# WORK TO COMPLETE
This exercise calls for every line of the listing below that contains the word "roads".
|---|
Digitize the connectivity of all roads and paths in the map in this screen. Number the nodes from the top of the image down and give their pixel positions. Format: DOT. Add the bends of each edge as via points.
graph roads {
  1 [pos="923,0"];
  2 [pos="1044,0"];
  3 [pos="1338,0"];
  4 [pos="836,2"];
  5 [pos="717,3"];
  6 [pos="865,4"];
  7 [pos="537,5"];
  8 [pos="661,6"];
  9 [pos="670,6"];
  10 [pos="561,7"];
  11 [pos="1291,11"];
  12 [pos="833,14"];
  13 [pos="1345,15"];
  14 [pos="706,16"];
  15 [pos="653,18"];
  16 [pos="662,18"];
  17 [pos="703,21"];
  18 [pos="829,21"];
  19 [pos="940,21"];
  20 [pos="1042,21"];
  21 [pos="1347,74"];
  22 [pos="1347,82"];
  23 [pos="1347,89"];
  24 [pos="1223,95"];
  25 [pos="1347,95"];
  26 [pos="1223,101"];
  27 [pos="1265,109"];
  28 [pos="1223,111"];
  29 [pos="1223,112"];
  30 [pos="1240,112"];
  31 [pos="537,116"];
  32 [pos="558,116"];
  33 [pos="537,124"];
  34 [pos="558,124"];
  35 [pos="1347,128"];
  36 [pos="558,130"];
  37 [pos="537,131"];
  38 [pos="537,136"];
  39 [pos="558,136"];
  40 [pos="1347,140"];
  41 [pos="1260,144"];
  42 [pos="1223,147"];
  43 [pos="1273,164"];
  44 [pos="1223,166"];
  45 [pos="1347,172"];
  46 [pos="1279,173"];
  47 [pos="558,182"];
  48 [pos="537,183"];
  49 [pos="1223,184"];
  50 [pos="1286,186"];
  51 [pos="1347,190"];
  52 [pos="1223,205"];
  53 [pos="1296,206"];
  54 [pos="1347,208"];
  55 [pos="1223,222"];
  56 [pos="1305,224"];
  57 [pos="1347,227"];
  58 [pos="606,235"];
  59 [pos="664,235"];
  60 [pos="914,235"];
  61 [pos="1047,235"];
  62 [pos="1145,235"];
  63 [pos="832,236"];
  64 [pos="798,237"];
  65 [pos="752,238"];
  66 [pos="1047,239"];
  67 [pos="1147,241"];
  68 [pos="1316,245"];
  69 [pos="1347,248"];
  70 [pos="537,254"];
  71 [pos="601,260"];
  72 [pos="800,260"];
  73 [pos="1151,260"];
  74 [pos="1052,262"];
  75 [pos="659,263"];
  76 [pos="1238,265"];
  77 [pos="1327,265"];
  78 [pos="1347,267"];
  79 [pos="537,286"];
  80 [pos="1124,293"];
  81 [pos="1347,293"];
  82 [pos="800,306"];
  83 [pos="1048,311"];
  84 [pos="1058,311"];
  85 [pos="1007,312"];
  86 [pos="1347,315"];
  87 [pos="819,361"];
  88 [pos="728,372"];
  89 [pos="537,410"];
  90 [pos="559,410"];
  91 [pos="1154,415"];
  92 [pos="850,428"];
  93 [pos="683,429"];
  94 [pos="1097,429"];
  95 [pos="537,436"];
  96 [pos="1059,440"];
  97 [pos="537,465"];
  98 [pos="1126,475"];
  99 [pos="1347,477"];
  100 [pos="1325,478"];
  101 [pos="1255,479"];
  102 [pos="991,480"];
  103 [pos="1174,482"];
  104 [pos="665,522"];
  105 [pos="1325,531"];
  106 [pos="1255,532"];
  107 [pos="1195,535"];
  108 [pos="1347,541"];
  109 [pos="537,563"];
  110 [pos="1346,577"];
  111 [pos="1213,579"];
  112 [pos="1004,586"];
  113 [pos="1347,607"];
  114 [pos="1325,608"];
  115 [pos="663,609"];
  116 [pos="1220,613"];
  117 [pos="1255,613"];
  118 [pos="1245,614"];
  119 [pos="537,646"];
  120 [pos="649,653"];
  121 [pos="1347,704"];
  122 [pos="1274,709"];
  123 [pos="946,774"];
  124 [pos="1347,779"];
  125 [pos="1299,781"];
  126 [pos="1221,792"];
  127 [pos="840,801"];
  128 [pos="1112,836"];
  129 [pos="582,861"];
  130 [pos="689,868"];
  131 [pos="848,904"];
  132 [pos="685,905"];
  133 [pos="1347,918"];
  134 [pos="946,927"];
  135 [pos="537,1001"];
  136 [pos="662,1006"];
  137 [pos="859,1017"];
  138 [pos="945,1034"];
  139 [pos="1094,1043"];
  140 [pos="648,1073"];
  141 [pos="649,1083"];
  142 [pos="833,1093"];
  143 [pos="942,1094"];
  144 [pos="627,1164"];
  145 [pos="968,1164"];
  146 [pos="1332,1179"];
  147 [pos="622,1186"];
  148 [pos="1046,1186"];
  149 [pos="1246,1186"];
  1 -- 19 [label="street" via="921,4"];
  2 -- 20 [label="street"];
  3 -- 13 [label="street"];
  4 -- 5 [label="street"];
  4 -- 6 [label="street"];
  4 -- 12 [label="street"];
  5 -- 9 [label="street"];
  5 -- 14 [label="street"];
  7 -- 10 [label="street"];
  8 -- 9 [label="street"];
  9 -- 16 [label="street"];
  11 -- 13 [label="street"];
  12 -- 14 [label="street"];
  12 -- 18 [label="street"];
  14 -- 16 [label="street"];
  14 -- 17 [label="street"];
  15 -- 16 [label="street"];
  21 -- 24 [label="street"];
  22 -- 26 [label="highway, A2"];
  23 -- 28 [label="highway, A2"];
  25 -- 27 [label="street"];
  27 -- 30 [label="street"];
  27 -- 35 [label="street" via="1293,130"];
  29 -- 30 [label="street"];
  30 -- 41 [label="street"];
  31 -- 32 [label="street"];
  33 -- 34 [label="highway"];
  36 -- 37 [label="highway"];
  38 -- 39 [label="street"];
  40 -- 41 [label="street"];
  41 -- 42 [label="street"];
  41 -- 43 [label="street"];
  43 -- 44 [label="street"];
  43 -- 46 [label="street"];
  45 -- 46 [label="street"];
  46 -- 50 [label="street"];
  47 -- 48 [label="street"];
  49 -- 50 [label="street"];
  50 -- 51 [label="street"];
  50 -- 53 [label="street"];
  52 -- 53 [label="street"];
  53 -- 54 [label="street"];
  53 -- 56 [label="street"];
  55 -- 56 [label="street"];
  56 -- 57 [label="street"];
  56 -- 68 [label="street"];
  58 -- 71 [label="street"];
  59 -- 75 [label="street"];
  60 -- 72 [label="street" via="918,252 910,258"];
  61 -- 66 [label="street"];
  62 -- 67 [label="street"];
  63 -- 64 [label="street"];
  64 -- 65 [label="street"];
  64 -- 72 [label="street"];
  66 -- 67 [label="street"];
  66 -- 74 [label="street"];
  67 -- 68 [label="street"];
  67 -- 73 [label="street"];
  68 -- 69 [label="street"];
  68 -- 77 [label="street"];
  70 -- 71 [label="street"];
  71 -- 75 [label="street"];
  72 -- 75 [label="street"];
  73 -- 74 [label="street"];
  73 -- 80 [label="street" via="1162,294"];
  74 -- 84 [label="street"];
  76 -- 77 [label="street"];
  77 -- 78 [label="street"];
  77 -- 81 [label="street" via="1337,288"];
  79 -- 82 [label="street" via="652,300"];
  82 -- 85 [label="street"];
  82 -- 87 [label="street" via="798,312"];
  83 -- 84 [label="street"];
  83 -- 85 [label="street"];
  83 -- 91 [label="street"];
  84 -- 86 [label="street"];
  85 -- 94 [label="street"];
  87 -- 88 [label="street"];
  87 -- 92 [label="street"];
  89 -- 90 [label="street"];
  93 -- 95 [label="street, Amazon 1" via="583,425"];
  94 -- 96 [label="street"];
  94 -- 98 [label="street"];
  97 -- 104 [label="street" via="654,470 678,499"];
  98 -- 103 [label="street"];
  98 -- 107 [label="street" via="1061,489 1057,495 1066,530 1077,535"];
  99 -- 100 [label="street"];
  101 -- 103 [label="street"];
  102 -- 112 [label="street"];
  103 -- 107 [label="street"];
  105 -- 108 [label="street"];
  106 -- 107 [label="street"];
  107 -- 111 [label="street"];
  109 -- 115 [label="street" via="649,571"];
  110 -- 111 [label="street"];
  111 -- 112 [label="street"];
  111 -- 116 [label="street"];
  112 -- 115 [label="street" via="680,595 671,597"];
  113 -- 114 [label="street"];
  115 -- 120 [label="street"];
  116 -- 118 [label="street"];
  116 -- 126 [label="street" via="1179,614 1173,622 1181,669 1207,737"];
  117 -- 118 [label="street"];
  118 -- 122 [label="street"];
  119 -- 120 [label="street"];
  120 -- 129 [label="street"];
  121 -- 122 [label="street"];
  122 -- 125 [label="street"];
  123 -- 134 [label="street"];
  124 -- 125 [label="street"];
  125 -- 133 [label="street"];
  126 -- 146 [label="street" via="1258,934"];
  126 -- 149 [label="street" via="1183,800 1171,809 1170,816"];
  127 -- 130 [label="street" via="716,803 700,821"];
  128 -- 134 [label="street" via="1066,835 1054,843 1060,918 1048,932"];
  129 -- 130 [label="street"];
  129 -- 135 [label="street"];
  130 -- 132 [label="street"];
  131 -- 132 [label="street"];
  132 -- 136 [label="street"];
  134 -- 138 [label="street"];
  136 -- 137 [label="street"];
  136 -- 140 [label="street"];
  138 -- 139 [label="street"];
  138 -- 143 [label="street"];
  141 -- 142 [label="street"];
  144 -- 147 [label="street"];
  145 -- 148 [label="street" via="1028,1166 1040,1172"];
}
|---|
# TASK RESULT
Digitize the connectivity of all roads and paths in the map in this screen. Number the nodes from the top of the image down and give their pixel positions. Format: DOT. Add the bends of each edge as via points.
graph roads {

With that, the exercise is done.